Pakistan and EU Parliament – More Updates from ICANN Brussels

Josh Bourne ⬥ 24 June

ICANN Brussels

George Kirikos wasn’t the only one who raised really interesting and challenging points at the ICANN meeting.  There are two more people who made comments and asked questions that I think are important and that I’d like to talk about here.

The first is Zahid Jamil, who hails form Karachi, Pakistan.  The port city in the past has reclaimed land from the sea, and the idea of a mass reclamation project was proposed not long ago.  While the initiative had many potential benefits (increasing the amount of land would lower housing prices for citizens and generate revenue for the government), it was widely agreed that the economic impact of such a project needed to be assessed.  Eventually, the geological and environmental analysts determined that there was not enough information and hard data to thoroughly measure the environmental impact of the project.

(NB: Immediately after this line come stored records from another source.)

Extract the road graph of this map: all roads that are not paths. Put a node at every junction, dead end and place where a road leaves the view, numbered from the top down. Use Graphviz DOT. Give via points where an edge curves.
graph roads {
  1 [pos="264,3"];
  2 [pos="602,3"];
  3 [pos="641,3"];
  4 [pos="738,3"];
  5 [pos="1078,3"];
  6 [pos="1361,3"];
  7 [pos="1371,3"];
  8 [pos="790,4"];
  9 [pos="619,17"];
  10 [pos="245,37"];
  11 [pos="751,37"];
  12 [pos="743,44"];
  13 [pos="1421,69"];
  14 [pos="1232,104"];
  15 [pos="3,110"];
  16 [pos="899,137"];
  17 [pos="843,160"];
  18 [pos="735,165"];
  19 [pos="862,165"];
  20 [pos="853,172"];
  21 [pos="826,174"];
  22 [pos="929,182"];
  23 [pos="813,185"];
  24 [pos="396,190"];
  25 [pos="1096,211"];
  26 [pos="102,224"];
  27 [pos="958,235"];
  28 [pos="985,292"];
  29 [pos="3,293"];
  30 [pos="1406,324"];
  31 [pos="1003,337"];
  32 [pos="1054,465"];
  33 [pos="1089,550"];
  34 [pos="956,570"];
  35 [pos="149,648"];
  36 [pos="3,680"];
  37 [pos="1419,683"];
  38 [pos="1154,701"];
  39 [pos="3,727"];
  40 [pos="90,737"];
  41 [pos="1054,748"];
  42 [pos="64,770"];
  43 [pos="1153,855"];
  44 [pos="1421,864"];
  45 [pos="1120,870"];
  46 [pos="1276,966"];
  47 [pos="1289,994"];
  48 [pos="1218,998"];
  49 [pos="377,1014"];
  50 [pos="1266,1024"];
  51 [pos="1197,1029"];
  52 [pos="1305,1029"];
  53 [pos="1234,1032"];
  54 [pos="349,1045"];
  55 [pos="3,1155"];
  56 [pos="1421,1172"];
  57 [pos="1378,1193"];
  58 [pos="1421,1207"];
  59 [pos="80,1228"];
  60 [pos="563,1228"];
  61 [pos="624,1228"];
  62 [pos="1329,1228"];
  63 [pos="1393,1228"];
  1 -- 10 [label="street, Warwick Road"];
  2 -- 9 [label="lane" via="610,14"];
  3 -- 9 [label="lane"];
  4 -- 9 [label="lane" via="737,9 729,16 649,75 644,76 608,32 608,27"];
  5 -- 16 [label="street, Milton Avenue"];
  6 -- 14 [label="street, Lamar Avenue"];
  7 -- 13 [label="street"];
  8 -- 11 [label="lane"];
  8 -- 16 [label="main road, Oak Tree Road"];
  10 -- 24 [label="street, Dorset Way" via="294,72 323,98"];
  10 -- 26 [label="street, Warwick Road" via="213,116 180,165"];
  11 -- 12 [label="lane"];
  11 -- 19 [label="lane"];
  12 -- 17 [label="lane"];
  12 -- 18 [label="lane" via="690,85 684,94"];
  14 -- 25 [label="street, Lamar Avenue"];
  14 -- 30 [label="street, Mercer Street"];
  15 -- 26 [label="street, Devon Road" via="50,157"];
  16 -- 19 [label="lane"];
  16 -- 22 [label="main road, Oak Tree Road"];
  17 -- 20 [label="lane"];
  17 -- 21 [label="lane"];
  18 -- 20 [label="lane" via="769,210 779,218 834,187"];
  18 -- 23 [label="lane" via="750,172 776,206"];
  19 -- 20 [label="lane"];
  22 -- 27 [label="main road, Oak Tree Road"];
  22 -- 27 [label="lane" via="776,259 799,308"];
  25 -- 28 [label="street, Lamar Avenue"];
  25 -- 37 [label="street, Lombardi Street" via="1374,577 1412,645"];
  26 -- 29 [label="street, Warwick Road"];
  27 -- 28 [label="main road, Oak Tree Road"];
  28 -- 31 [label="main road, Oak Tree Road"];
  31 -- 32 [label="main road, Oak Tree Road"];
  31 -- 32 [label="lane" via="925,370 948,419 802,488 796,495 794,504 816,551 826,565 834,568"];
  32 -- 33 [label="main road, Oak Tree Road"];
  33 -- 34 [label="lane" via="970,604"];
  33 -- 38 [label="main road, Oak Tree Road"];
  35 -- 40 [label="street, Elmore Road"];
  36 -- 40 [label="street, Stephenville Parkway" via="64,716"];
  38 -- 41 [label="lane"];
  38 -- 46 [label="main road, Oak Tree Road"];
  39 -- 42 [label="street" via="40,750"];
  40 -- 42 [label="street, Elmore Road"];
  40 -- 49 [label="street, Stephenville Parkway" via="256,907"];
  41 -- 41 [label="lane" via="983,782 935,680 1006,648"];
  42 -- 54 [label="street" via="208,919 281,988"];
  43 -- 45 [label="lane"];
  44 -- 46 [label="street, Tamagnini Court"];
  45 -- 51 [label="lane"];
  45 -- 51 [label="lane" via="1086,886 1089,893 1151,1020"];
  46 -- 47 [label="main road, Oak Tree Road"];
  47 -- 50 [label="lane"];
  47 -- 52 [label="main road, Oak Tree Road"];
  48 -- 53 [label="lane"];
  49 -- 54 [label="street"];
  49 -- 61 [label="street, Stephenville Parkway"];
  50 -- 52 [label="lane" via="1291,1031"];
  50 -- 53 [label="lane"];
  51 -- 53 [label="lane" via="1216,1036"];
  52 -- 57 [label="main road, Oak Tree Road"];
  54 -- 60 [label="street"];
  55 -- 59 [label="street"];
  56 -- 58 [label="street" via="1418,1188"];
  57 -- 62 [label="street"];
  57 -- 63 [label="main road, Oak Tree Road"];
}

Zahid compared this process to ICANN’s new gTLD rollout, pointing out how ICANN is pressing forward “without enough hard statistics, feasibility studies, and analysis, etc.”  He went on to say, “Here I would caution against a wholesale launch of new gTLDs in the context, similarly, of the root scaling study and economic studies, and the cautions that have come out in the recommendations, such as recommendations for surveys, etc., and the fragility and the risks to the Internet we heard all about at Nairobi.”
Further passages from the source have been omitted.